**Records to use**.
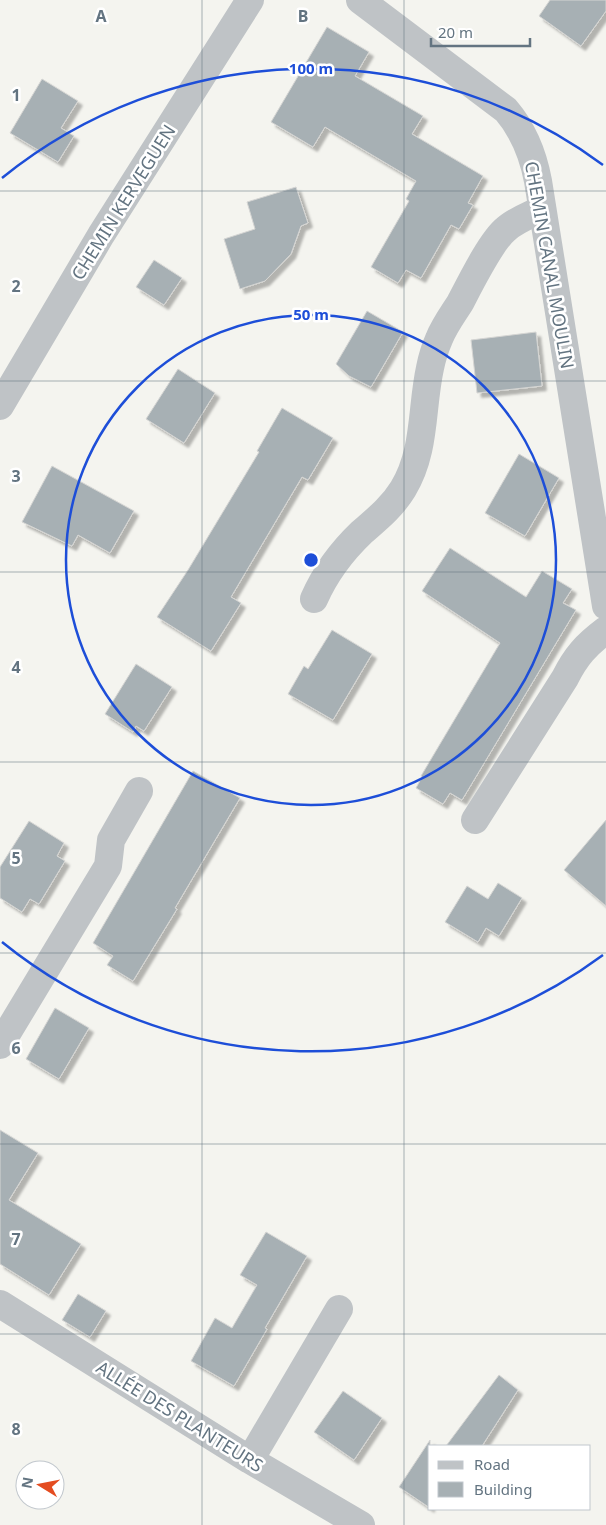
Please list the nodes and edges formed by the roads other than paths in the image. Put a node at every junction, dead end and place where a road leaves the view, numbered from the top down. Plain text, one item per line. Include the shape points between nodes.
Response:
1 (250, 0) edge
2 (360, 0) edge
3 (542, 209) junction
4 (0, 406) edge
5 (314, 600) dead end
6 (606, 606) edge
7 (606, 630) edge
8 (139, 790) dead end
9 (475, 820) dead end
10 (0, 1045) edge
11 (0, 1304) edge
12 (339, 1310) dead end
13 (250, 1460) junction
14 (361, 1525) edge

1 - 4 street, CHEMIN KERVEGUEN via 101,235
2 - 3 street, CHEMIN CANAL MOULIN via 506,110 518,124 534,161
3 - 5 street via 504,230 493,245 439,338 430,367 416,460 403,488 384,514 361,533 333,564
3 - 6 street, CHEMIN CANAL MOULIN
7 - 9 street via 588,643 575,659
8 - 10 street via 111,840 108,866
11 - 13 street, ALLÉE DES PLANTEURS
12 - 13 street
13 - 14 street, ALLÉE DES PLANTEURS

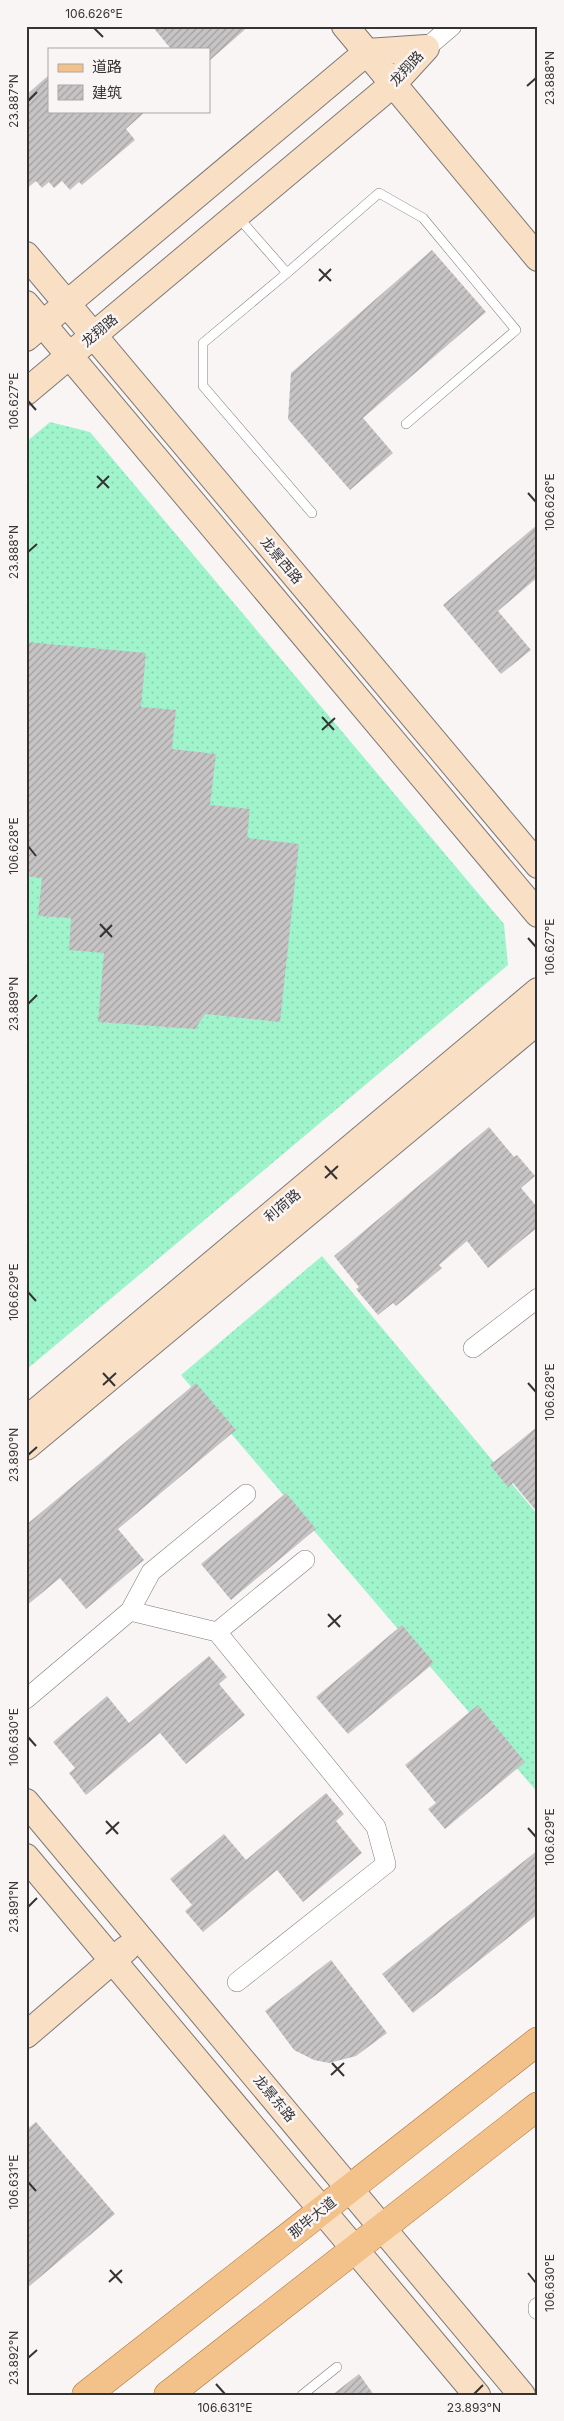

**Aim of the task**. Word for word, return the records shown above without their pictures.

**Written response**.
Please list the nodes and edges formed by the roads other than paths in the image. Put a node at every junction, dead end and place where a road leaves the view, numbered from the top down. Plain text, one item per line. Include the shape points between nodes.
Response:
1 (250, 0) edge
2 (360, 0) edge
3 (542, 209) junction
4 (0, 406) edge
5 (314, 600) dead end
6 (606, 606) edge
7 (606, 630) edge
8 (139, 790) dead end
9 (475, 820) dead end
10 (0, 1045) edge
11 (0, 1304) edge
12 (339, 1310) dead end
13 (250, 1460) junction
14 (361, 1525) edge

1 - 4 street, CHEMIN KERVEGUEN via 101,235
2 - 3 street, CHEMIN CANAL MOULIN via 506,110 518,124 534,161
3 - 5 street via 504,230 493,245 439,338 430,367 416,460 403,488 384,514 361,533 333,564
3 - 6 street, CHEMIN CANAL MOULIN
7 - 9 street via 588,643 575,659
8 - 10 street via 111,840 108,866
11 - 13 street, ALLÉE DES PLANTEURS
12 - 13 street
13 - 14 street, ALLÉE DES PLANTEURS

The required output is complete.